Compute the left and right cosets of $H$ and $N$ in $D_8$ For $D_8$, the dihedral group of symmetries of the square with generators $r,s,$. Consider the subgroups $H = \langle s \rangle = \{e,s\}$ and $N = \{e,r^2,s,sr^2\}$ (you may assume without proof that $H$ and $N$ are indeed groups)
I already have the solution for this problem, but I just want an explanation for why they're the solution. 
This is the solution provided:
Left cosets of $H$ in $D_8$:
$eH = sH = H$
$rH = sr^3H = \{r,sr^3\}$
$r^2H = sr^2H = \{r^2,sr^2\}$
$r^3H = srH = \{r^3,sr\}$
Right cosets of $H$ in $D_8$:
$He = Hs = H$
$Hr = Hsr = \{r,sr\}$
$Hr^2 = Hsr^2 = \{r^2,sr^2\}$
$Hr^3 = Hsr^3 = \{r^3,sr^3\}$
Left cosets of $N$ in $D_8$:
$eN = r^2N = sN = sr^2N = N$
$rN = r^3N = srN = sr^3N = \{r,r^3,sr^3,sr\}$
Right cosets of $N$ in $D_8$:
$Ne = Nr^2 = Ns = Nsr^2 = N$
$Nr = Nr^3 = Ndr = Nsr^3 = \{r,r^3,sr,sr^3\}$
An explanation of this would be amazing, thanks.
 A: If $K\subseteq G$ is a subgroup, then we define $gK=\{gk\mid k\in K\}$ to be a left coset of $K.$
Since $K\subseteq G$ is a subgroup, then the order of $K$ divides the order of $G$ (by Lagrange's theorem). That is to say, the number of distinct cosets determined by $K\subseteq G$ is precisely $\frac{|G|}{|K|}.$ The rest, as you have in your problem statement, is a matter of sitting down and writing out some direct computation. What I have stated about the number of distinct cosets is what tells you've written down all of the cosets you can.
A: Using the relations between $r$ and $s$ ($r^4=e, s^2=e, rs=sr^3$), you first derive: 
$$r^2s=rrs=rsr^3=sr^3r^3=sr^2$$
$$r^3s=rr^2s=rsr^2=sr^3r^2=sr$$
Now it all follows directly. For example, picked randomly from the middle: $rN=\{re, rr^2, rs, rsr^2\}=\{r, r^3, sr^3, sr^3r^2\}=\{r, r^3, sr^3, sr\}$. The rest is equally tedious but straightforward. 
A: In case you have not seen Lagrange's theorem yet: as Chickenmancer says, a left coset of $H$ in $G$ is just the set consisting of all the elements of $G$ of the form $\tilde{g}h$ for some fixed $\tilde{g} \in G$ and for every $h \in H$ (this, for instance, would just be the left coset denoted $\tilde{g}H$).
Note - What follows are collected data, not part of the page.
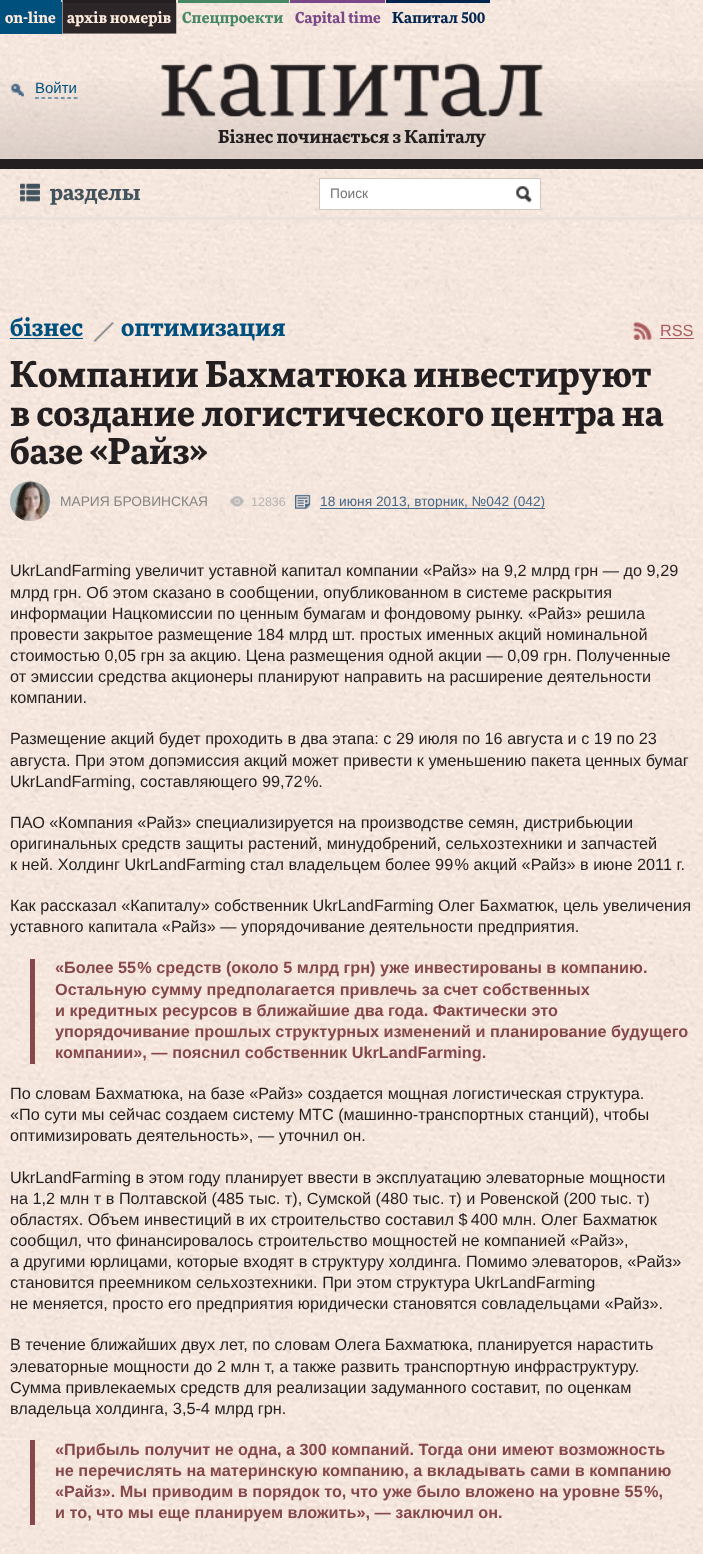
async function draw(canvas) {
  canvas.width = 703;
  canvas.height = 1554;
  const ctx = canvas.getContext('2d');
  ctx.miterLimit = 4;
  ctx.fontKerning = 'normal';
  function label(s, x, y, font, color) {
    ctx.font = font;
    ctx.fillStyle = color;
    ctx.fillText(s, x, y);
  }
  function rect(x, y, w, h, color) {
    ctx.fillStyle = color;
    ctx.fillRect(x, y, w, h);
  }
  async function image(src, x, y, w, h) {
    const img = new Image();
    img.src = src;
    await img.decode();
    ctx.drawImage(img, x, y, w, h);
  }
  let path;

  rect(0, 0, 703, 1554, '#fff');
  await image('assets/img1.png', 0, 0, 703, 1554);
  rect(0, 2, 62, 32, '#00507d');
  rect(0, 0, 61, 2, '#00507f');
  label('on-line', 5, 23, 'bold 15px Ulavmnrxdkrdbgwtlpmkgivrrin', '#feeadc');
  await image('assets/img2.png', 62, 0, 115, 34);
  rect(63, 0, 113, 3, '#231f20');
  label('архів номерів', 67, 23, 'bold 15px Ulavmnrxdkrdbgwtlpmkgivrrin', '#feeadc');
  rect(178, 0, 111, 3, '#488766');
  label('Спецпроекти', 182, 23, 'bold 15px Ulavmnrxdkrdbgwtlpmkgivrrin', '#488766');
  rect(290, 0, 95, 3, '#7a4887');
  label('Capital time', 295, 23, 'bold 15px Ulavmnrxdkrdbgwtlpmkgivrrin', '#7a4887');
  rect(386, 0, 104, 3, '#01244e');
  label('Капитал 500', 392, 23, 'bold 15px Ulavmnrxdkrdbgwtlpmkgivrrin', '#01244e');
  await image('assets/img3.png', 0, 81, 703, 78);
  rect(0, 159, 703, 10, '#231f20');
  await image('assets/img4.png', 11, 83, 13, 14);
  label('Войти', 35, 93, '15px Liberation Sans', '#00507f');
  path = new Path2D('M35 98H77.5');
  ctx.strokeStyle = '#00507f';
  ctx.lineWidth = 1.2;
  ctx.setLineDash([3.75, 2.71]);
  ctx.stroke(path);
  await image('assets/img5.png', 161, 63, 382, 54);
  label('Бізнес починається з Капіталу', 218, 143, 'bold 17.5px Ulavmnrxdkrdbgwtlpmkgivrrin', '#231f20');
  ctx.fillStyle = '#fff';
  ctx.beginPath();
  ctx.rect(319.5, 178.5, 221, 31);
  ctx.fill();
  ctx.strokeStyle = '#d1c5bd';
  ctx.lineWidth = 1;
  ctx.setLineDash([]);
  ctx.stroke();
  label('Поиск', 330, 198, '13.75px Liberation Sans', '#757575');
  await image('assets/img6.png', 516, 186, 16, 17);
  rect(0, 217, 703, 3, '#e8e1dd');
  await image('assets/img7.png', 20, 183, 20, 19);
  label('разделы', 50, 200, 'bold 21.25px Ulavmnrxdkrdbgwtlpmkgivrrin', '#41525c');
  label('бізнес', 10, 336, 'bold 23.75px Ulavmnrxdkrdbgwtlpmkgivrrin', '#00507f');
  rect(10, 338, 73, 1, '#00507f');
  await image('assets/img8.png', 93, 322, 21, 20);
  label('оптимизация', 121, 336, 'bold 23.75px Ulavmnrxdkrdbgwtlpmkgivrrin', '#00507f');
  await image('assets/img9.png', 633, 322, 19, 18);
  label('RSS', 660, 336, '16.25px Liberation Sans', '#ab5b5e');
  rect(660, 338, 34, 1, '#ab5b5e');
  label('Компании Бахматюка инвестируют', 10, 387, 'bold 35px Ulavmnrxdkrdbgwtlpmkgivrrin', '#231f20');
  label('в создание логистического центра на', 10, 426, 'bold 35px Ulavmnrxdkrdbgwtlpmkgivrrin', '#231f20');
  label('базе «Райз»', 10, 464, 'bold 35px Ulavmnrxdkrdbgwtlpmkgivrrin', '#231f20');
  await image('assets/img10.png', 10, 481, 40, 40);
  label('МАРИЯ БРОВИНСКАЯ', 60, 506, '13.75px Liberation Sans', '#868686');
  await image('assets/img11.png', 230, 495, 15, 12);
  label('12836', 251, 506, '12.5px Liberation Sans', '#b5b5b5');
  await image('assets/img12.png', 295, 494, 16, 15);
  rect(320, 508, 225, 1, '#486987');
  label('18 июня 2013, вторник, №042 (042)', 320, 506, '13.75px Liberation Sans', '#486987');
  label('UkrLandFarming увеличит уставной капитал компании «Райз» на 9,2 млрд грн — до 9,29', 10, 576, '16.25px Liberation Sans', '#231f20');
  label('млрд грн. Об этом сказано в сообщении, опубликованном в системе раскрытия', 10, 598, '16.25px Liberation Sans', '#231f20');
  label('информации Нацкомиссии по ценным бумагам и фондовому рынку. «Райз» решила', 10, 619, '16.25px Liberation Sans', '#231f20');
  label('провести закрытое размещение 184 млрд шт. простых именных акций номинальной', 10, 640, '16.25px Liberation Sans', '#231f20');
  label('стоимостью 0,05 грн за акцию. Цена размещения одной акции — 0,09 грн. Полученные', 10, 661, '16.25px Liberation Sans', '#231f20');
  label('от эмиссии средства акционеры планируют направить на расширение деятельности', 10, 682, '16.25px Liberation Sans', '#231f20');
  label('компании.', 10, 703, '16.25px Liberation Sans', '#231f20');
  label('Размещение акций будет проходить в два этапа: с 29 июля по 16 августа и с 19 по 23', 10, 744, '16.25px Liberation Sans', '#231f20');
  label('августа. При этом допэмиссия акций может привести к уменьшению пакета ценных бумаг', 10, 766, '16.25px Liberation Sans', '#231f20');
  label('UkrLandFarming, составляющего 99,72 %.', 10, 787, '16.25px Liberation Sans', '#231f20');
  label('ПАО «Компания «Райз» специализируется на производстве семян, дистрибьюции', 10, 828, '16.25px Liberation Sans', '#231f20');
  label('оригинальных средств защиты растений, минудобрений, сельхозтехники и запчастей', 10, 849, '16.25px Liberation Sans', '#231f20');
  label('к ней. Холдинг UkrLandFarming стал владельцем более 99 % акций «Райз» в июне 2011 г.', 10, 870, '16.25px Liberation Sans', '#231f20');
  label('Как рассказал «Капиталу» собственник UkrLandFarming Олег Бахматюк, цель увеличения', 10, 911, '16.25px Liberation Sans', '#231f20');
  label('уставного капитала «Райз» — упорядочивание деятельности предприятия.', 10, 932, '16.25px Liberation Sans', '#231f20');
  rect(30, 959, 5, 105, '#87484a');
  label('«Более 55 % средств (около 5 млрд грн) уже инвестированы в компанию.', 55, 973, 'bold 16.25px Liberation Sans', '#87484a');
  label('Остальную сумму предполагается привлечь за счет собственных', 55, 995, 'bold 16.25px Liberation Sans', '#87484a');
  label('и кредитных ресурсов в ближайшие два года. Фактически это', 55, 1016, 'bold 16.25px Liberation Sans', '#87484a');
  label('упорядочивание прошлых структурных изменений и планирование будущего', 55, 1037, 'bold 16.25px Liberation Sans', '#87484a');
  label('компании», — пояснил собственник UkrLandFarming.', 55, 1058, 'bold 16.25px Liberation Sans', '#87484a');
  label('По словам Бахматюка, на базе «Райз» создается мощная логистическая структура.', 10, 1099, '16.25px Liberation Sans', '#231f20');
  label('«По сути мы сейчас создаем систему МТС (машинно-транспортных станций), чтобы', 10, 1120, '16.25px Liberation Sans', '#231f20');
  label('оптимизировать деятельность», — уточнил он.', 10, 1141, '16.25px Liberation Sans', '#231f20');
  label('UkrLandFarming в этом году планирует ввести в эксплуатацию элеваторные мощности', 10, 1183, '16.25px Liberation Sans', '#231f20');
  label('на 1,2 млн т в Полтавской (485 тыс. т), Сумской (480 тыс. т) и Ровенской (200 тыс. т)', 10, 1204, '16.25px Liberation Sans', '#231f20');
  label('областях. Объем инвестиций в их строительство составил $ 400 млн. Олег Бахматюк', 10, 1225, '16.25px Liberation Sans', '#231f20');
  label('сообщил, что финансировалось строительство мощностей не компанией «Райз»,', 10, 1246, '16.25px Liberation Sans', '#231f20');
  label('а другими юрлицами, которые входят в структуру холдинга. Помимо элеваторов, «Райз»', 10, 1267, '16.25px Liberation Sans', '#231f20');
  label('становится преемником сельхозтехники. При этом структура UkrLandFarming', 10, 1288, '16.25px Liberation Sans', '#231f20');
  label('не меняется, просто его предприятия юридически становятся совладельцами «Райз».', 10, 1309, '16.25px Liberation Sans', '#231f20');
  label('В течение ближайших двух лет, по словам Олега Бахматюка, планируется нарастить', 10, 1350, '16.25px Liberation Sans', '#231f20');
  label('элеваторные мощности до 2 млн т, а также развить транспортную инфраструктуру.', 10, 1372, '16.25px Liberation Sans', '#231f20');
  label('Сумма привлекаемых средств для реализации задуманного составит, по оценкам', 10, 1393, '16.25px Liberation Sans', '#231f20');
  label('владельца холдинга, 3,5-4 млрд грн.', 10, 1414, '16.25px Liberation Sans', '#231f20');
  rect(30, 1440, 5, 85, '#87484a');
  label('«Прибыль получит не одна, а 300 компаний. Тогда они имеют возможность', 55, 1455, 'bold 16.25px Liberation Sans', '#87484a');
  label('не перечислять на материнскую компанию, а вкладывать сами в компанию', 55, 1476, 'bold 16.25px Liberation Sans', '#87484a');
  label('«Райз». Мы приводим в порядок то, что уже было вложено на уровне 55 %,', 55, 1497, 'bold 16.25px Liberation Sans', '#87484a');
  label('и то, что мы еще планируем вложить», — заключил он.', 55, 1518, 'bold 16.25px Liberation Sans', '#87484a');
}

draw(document.querySelector('canvas'));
So you just write down all the possibilities and see which ones are equal. For instance, $eH=sH$ because $eH = \{ee,es\}=\{e,s\}$ and $sH=\{se,ss\}=\{s,e\}$, so as sets they are equal (they contain exactly the same elements). Since $G$ has only 8 elements, you have at most 8 left cosets of $H$ (but it turns out that there are really just 4 possibilities, which you each get twice).